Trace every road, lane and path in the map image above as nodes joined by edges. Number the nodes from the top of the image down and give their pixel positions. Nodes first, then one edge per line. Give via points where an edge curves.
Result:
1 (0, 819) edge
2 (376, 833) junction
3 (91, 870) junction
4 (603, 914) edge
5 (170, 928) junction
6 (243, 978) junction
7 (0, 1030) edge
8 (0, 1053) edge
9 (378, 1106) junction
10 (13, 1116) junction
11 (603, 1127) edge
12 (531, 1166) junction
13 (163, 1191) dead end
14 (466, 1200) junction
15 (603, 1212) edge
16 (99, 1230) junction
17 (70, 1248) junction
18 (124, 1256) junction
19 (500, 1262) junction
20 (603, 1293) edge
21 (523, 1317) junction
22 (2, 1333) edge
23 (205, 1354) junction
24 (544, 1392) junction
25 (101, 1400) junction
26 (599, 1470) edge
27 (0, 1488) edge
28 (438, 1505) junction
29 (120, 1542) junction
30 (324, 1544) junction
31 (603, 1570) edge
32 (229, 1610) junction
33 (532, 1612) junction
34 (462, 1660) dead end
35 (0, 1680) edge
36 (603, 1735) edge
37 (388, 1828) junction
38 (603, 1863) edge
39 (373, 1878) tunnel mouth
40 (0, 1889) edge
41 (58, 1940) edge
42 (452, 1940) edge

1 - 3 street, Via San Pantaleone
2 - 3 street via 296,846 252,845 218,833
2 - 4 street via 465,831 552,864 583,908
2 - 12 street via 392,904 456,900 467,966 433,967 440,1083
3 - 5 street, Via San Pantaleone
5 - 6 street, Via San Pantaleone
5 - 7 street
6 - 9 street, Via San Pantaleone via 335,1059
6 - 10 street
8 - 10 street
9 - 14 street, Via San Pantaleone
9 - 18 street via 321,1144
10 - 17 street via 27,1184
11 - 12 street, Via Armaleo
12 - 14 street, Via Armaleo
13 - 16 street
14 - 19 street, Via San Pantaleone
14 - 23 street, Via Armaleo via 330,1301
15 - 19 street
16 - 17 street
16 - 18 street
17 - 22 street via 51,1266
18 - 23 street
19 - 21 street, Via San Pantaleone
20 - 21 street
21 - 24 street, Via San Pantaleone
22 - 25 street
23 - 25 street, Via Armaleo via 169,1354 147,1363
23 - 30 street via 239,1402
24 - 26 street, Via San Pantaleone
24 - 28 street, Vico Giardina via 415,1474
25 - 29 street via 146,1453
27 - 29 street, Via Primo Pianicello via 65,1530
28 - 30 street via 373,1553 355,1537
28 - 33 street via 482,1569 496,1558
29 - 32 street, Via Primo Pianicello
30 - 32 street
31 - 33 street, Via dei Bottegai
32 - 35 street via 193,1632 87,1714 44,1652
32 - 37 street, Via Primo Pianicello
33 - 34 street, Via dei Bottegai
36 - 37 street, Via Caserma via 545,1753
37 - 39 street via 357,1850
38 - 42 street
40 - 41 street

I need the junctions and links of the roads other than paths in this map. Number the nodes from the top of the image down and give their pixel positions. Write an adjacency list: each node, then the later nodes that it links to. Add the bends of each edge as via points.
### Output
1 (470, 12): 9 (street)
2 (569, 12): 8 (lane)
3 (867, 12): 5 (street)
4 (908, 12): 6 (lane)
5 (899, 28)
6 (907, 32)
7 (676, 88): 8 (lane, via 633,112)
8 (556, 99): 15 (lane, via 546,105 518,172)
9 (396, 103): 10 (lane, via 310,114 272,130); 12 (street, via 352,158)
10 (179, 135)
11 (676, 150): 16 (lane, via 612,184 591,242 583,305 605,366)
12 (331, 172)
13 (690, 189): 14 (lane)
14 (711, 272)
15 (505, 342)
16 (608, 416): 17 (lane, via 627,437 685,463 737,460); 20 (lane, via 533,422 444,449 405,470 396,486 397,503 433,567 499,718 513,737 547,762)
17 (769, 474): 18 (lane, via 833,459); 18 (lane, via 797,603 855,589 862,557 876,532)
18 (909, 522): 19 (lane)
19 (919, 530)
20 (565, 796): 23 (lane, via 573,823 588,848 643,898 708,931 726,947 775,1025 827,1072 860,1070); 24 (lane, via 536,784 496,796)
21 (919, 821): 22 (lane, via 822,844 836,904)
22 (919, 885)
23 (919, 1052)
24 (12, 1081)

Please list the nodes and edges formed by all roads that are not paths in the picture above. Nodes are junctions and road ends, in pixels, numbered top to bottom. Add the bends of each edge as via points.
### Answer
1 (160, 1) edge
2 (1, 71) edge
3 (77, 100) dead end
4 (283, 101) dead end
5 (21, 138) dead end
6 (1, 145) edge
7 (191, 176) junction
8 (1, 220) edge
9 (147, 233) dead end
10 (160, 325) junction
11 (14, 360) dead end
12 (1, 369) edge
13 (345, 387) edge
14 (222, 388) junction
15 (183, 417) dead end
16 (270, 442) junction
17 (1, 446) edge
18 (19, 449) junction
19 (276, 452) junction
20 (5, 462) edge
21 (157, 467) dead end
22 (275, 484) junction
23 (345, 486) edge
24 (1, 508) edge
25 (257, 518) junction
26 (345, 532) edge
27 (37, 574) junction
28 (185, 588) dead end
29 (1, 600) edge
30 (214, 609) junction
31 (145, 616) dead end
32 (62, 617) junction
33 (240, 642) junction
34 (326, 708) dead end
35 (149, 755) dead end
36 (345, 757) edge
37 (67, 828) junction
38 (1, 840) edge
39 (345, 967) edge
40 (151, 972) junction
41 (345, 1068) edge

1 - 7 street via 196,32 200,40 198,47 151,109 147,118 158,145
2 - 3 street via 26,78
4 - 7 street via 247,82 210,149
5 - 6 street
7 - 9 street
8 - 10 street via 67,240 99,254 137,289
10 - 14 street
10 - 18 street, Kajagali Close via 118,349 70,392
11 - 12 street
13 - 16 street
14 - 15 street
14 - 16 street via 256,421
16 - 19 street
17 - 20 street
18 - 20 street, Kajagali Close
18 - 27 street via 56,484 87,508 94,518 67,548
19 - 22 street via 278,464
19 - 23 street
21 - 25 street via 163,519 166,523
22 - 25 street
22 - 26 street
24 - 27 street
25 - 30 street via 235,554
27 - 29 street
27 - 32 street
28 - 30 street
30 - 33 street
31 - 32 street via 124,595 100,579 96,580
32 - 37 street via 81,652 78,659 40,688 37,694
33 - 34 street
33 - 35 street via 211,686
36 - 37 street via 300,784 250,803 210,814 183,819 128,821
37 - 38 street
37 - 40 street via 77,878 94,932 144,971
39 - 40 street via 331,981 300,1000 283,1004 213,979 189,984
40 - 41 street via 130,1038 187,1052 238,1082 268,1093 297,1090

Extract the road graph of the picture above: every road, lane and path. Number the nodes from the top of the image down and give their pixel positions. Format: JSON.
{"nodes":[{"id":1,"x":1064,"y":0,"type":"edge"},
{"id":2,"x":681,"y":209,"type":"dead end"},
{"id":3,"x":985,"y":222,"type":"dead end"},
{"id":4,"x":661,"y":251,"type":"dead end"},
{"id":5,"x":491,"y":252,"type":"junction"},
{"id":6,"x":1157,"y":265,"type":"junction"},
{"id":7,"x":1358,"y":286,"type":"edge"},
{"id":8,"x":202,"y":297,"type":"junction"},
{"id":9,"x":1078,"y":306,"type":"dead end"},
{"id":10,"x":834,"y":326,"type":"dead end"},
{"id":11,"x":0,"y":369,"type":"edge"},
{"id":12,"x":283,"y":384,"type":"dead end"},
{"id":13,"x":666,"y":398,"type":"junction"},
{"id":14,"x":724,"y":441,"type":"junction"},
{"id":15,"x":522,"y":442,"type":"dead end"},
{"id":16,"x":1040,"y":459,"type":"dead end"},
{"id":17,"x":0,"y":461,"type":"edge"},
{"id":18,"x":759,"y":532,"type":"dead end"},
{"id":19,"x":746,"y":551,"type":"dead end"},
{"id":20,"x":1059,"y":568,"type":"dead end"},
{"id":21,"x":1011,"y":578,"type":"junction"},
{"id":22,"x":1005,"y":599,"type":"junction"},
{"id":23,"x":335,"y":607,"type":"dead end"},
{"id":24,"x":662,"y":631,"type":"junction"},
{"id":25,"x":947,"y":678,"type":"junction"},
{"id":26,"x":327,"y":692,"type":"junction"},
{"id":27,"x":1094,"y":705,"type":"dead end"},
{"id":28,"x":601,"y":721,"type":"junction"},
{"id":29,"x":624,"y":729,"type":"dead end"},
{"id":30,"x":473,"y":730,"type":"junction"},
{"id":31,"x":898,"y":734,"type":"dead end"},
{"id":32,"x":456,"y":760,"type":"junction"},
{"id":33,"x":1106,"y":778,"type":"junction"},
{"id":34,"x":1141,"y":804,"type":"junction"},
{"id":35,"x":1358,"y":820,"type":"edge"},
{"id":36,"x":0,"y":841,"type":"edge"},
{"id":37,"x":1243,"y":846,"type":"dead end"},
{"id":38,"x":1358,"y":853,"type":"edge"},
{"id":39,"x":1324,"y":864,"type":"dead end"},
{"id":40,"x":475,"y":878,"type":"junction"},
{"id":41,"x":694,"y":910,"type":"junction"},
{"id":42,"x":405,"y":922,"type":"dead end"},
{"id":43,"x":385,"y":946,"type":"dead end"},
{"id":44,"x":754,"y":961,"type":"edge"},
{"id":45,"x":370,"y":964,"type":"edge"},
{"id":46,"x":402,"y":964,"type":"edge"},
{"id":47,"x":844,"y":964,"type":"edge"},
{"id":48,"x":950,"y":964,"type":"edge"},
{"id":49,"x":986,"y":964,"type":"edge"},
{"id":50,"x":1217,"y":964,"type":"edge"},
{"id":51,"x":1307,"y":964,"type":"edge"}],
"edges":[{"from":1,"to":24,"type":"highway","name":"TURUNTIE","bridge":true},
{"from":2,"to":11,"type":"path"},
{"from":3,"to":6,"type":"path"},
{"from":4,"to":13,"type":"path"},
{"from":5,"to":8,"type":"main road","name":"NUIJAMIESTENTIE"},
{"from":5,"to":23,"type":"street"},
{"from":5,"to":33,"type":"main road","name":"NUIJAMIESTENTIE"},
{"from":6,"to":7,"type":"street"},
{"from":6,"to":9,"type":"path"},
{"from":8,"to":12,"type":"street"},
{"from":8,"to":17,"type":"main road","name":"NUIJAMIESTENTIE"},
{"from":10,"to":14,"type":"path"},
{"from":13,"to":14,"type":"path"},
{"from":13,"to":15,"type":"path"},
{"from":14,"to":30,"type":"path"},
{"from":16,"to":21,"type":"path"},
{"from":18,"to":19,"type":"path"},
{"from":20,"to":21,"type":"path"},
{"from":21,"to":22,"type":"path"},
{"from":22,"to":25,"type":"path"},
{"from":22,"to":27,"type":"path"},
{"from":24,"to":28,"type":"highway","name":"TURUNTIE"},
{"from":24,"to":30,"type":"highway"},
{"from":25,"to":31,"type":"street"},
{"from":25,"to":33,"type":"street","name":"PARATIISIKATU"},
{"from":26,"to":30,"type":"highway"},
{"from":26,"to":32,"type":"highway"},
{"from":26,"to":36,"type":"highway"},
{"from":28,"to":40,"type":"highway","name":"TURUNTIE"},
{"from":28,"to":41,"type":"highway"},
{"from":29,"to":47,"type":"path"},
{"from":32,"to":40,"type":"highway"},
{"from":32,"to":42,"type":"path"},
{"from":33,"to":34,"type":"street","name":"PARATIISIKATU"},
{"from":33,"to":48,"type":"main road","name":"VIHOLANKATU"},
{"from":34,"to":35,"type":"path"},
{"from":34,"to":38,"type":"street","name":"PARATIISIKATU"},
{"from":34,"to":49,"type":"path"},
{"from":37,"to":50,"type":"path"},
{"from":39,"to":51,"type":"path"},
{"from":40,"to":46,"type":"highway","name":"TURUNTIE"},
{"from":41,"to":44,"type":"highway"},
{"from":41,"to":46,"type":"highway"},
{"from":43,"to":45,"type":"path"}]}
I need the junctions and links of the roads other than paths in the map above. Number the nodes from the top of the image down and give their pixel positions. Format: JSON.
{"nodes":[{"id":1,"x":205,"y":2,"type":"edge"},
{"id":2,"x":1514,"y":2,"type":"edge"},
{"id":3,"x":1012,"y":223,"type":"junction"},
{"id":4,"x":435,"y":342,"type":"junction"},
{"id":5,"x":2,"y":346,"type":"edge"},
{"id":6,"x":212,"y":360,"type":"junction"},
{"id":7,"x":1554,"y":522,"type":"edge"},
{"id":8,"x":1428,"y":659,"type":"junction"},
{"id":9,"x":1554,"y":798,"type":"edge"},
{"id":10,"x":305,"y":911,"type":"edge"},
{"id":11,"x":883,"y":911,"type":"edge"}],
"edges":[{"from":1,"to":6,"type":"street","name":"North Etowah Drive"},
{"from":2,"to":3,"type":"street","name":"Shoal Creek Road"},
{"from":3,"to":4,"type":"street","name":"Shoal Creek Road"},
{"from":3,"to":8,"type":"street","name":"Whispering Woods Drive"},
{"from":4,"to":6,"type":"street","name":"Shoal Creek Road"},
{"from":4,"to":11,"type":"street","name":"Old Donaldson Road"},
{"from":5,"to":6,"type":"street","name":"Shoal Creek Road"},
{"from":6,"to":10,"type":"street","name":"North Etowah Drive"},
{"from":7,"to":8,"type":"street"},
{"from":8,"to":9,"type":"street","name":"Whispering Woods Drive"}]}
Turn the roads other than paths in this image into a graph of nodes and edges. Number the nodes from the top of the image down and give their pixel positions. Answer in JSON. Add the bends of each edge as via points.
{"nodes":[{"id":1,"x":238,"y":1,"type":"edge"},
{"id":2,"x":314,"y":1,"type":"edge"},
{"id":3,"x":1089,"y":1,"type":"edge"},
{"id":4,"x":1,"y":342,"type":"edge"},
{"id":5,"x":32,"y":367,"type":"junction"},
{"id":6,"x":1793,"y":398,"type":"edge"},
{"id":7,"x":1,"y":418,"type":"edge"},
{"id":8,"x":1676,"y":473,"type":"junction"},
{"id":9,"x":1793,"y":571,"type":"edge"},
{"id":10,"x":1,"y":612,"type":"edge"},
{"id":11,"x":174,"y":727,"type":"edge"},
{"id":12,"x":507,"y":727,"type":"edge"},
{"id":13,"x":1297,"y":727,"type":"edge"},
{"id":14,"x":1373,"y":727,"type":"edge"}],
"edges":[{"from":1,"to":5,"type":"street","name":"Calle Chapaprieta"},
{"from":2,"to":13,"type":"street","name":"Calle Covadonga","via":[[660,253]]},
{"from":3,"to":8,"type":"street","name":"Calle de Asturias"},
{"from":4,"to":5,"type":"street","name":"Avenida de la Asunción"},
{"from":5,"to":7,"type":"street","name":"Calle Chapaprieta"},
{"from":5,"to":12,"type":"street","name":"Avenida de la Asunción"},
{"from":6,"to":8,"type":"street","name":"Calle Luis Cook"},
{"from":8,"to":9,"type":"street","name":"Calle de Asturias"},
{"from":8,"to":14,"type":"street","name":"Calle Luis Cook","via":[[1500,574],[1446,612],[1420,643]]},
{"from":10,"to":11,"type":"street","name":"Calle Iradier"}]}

◆ What the task asks
Please reproduce exactly the lines in the listing above from the one containing "in this map." through the one containing "Please list the", both included, and nothing more.

◆ Answer
I need the junctions and links of the roads other than paths in this map. Number the nodes from the top of the image down and give their pixel positions. Write an adjacency list: each node, then the later nodes that it links to. Add the bends of each edge as via points.
### Output
1 (470, 12): 9 (street)
2 (569, 12): 8 (lane)
3 (867, 12): 5 (street)
4 (908, 12): 6 (lane)
5 (899, 28)
6 (907, 32)
7 (676, 88): 8 (lane, via 633,112)
8 (556, 99): 15 (lane, via 546,105 518,172)
9 (396, 103): 10 (lane, via 310,114 272,130); 12 (street, via 352,158)
10 (179, 135)
11 (676, 150): 16 (lane, via 612,184 591,242 583,305 605,366)
12 (331, 172)
13 (690, 189): 14 (lane)
14 (711, 272)
15 (505, 342)
16 (608, 416): 17 (lane, via 627,437 685,463 737,460); 20 (lane, via 533,422 444,449 405,470 396,486 397,503 433,567 499,718 513,737 547,762)
17 (769, 474): 18 (lane, via 833,459); 18 (lane, via 797,603 855,589 862,557 876,532)
18 (909, 522): 19 (lane)
19 (919, 530)
20 (565, 796): 23 (lane, via 573,823 588,848 643,898 708,931 726,947 775,1025 827,1072 860,1070); 24 (lane, via 536,784 496,796)
21 (919, 821): 22 (lane, via 822,844 836,904)
22 (919, 885)
23 (919, 1052)
24 (12, 1081)

Please list the nodes and edges formed by all roads that are not paths in the picture above. Nodes are junctions and road ends, in pixels, numbered top to bottom. Add the bends of each edge as via points.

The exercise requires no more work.